=== WORK REQUEST ===
List all lines of the data containing the word "Give".

=== INPUT DATA ===
:::::
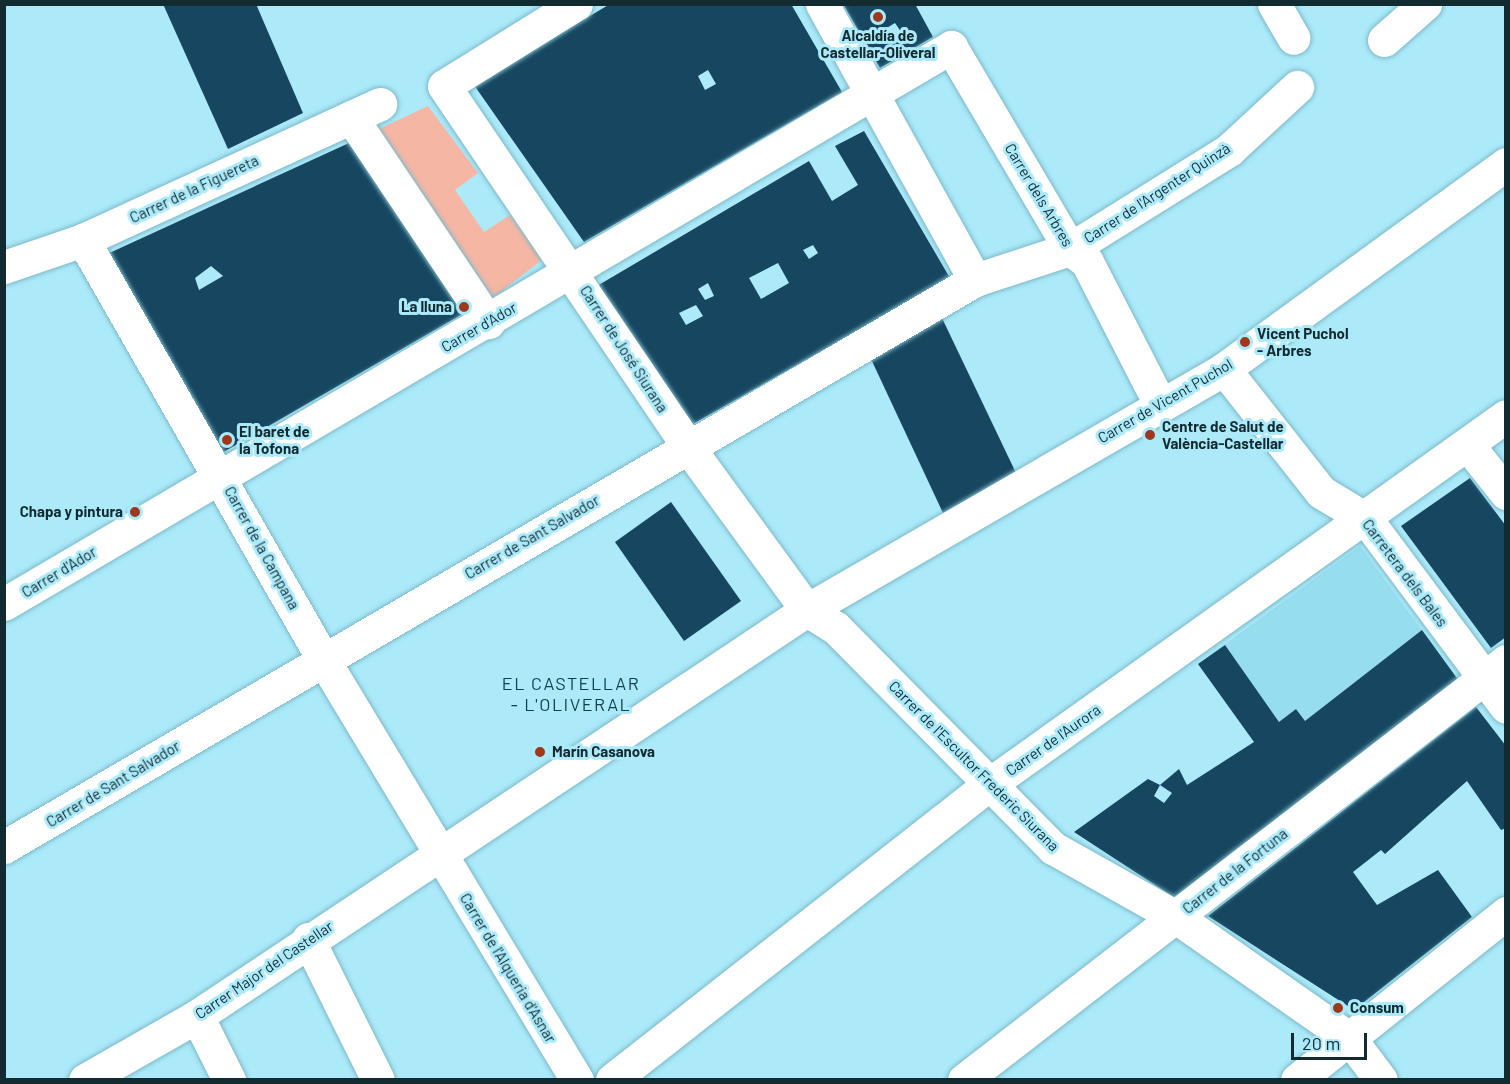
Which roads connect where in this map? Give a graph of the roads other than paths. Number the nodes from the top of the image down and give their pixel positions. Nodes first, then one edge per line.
:::::
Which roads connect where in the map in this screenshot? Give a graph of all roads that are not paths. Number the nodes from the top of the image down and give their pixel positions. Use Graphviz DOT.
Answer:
:::::
=== ANSWER TO THE PROBLEM ===
Which roads connect where in this map? Give a graph of the roads other than paths. Number the nodes from the top of the image down and give their pixel positions. Nodes first, then one edge per line.
Which roads connect where in the map in this screenshot? Give a graph of all roads that are not paths. Number the nodes from the top of the image down and give their pixel positions. Use Graphviz DOT.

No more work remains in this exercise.